▶ _Exercise aim_: Quote every line from the top of the listing down to and including the line that contains "Describe this map".

▶ _Information shown_:
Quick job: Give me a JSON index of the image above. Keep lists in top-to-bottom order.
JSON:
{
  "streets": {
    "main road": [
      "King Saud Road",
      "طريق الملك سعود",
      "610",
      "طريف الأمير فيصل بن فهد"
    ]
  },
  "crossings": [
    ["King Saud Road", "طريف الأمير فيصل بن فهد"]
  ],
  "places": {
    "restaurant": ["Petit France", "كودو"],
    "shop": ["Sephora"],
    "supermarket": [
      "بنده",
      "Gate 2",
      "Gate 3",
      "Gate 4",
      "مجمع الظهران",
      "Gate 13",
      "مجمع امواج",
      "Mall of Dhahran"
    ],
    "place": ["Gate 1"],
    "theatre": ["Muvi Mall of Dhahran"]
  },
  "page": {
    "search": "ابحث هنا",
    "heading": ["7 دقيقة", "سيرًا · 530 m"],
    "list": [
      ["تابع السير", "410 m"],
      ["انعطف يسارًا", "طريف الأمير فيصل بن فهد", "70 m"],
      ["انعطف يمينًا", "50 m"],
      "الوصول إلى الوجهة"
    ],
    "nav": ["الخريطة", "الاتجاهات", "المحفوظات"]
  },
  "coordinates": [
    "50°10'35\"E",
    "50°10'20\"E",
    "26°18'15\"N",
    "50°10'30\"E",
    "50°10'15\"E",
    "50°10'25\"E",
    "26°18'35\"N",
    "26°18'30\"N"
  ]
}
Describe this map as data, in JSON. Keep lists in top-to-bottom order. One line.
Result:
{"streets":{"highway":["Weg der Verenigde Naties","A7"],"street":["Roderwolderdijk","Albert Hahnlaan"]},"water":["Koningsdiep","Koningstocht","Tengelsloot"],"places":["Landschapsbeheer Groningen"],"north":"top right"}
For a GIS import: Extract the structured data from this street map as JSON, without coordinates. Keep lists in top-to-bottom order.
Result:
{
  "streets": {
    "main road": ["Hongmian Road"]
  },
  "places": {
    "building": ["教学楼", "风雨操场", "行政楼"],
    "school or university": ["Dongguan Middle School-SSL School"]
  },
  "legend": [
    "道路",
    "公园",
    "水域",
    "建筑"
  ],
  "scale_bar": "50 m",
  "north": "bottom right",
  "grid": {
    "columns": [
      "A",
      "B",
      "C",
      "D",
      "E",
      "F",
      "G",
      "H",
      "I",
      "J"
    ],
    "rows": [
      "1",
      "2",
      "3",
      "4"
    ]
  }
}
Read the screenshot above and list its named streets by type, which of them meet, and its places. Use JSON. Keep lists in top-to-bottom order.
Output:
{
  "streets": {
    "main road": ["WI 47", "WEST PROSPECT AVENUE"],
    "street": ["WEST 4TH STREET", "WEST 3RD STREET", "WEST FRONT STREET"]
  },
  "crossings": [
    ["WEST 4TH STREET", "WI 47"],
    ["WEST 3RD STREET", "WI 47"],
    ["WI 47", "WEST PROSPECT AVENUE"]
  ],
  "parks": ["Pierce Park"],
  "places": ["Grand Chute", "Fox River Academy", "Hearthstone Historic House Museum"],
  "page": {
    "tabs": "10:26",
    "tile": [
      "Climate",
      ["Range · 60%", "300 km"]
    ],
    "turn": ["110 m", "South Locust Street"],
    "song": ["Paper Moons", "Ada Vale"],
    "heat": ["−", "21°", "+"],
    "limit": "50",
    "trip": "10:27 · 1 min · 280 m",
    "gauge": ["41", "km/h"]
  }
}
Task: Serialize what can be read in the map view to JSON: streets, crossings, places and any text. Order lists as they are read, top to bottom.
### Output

▶ _Your solution_:
Quick job: Give me a JSON index of the image above. Keep lists in top-to-bottom order.
JSON:
{
  "streets": {
    "main road": [
      "King Saud Road",
      "طريق الملك سعود",
      "610",
      "طريف الأمير فيصل بن فهد"
    ]
  },
  "crossings": [
    ["King Saud Road", "طريف الأمير فيصل بن فهد"]
  ],
  "places": {
    "restaurant": ["Petit France", "كودو"],
    "shop": ["Sephora"],
    "supermarket": [
      "بنده",
      "Gate 2",
      "Gate 3",
      "Gate 4",
      "مجمع الظهران",
      "Gate 13",
      "مجمع امواج",
      "Mall of Dhahran"
    ],
    "place": ["Gate 1"],
    "theatre": ["Muvi Mall of Dhahran"]
  },
  "page": {
    "search": "ابحث هنا",
    "heading": ["7 دقيقة", "سيرًا · 530 m"],
    "list": [
      ["تابع السير", "410 m"],
      ["انعطف يسارًا", "طريف الأمير فيصل بن فهد", "70 m"],
      ["انعطف يمينًا", "50 m"],
      "الوصول إلى الوجهة"
    ],
    "nav": ["الخريطة", "الاتجاهات", "المحفوظات"]
  },
  "coordinates": [
    "50°10'35\"E",
    "50°10'20\"E",
    "26°18'15\"N",
    "50°10'30\"E",
    "50°10'15\"E",
    "50°10'25\"E",
    "26°18'35\"N",
    "26°18'30\"N"
  ]
}
Describe this map as data, in JSON. Keep lists in top-to-bottom order. One line.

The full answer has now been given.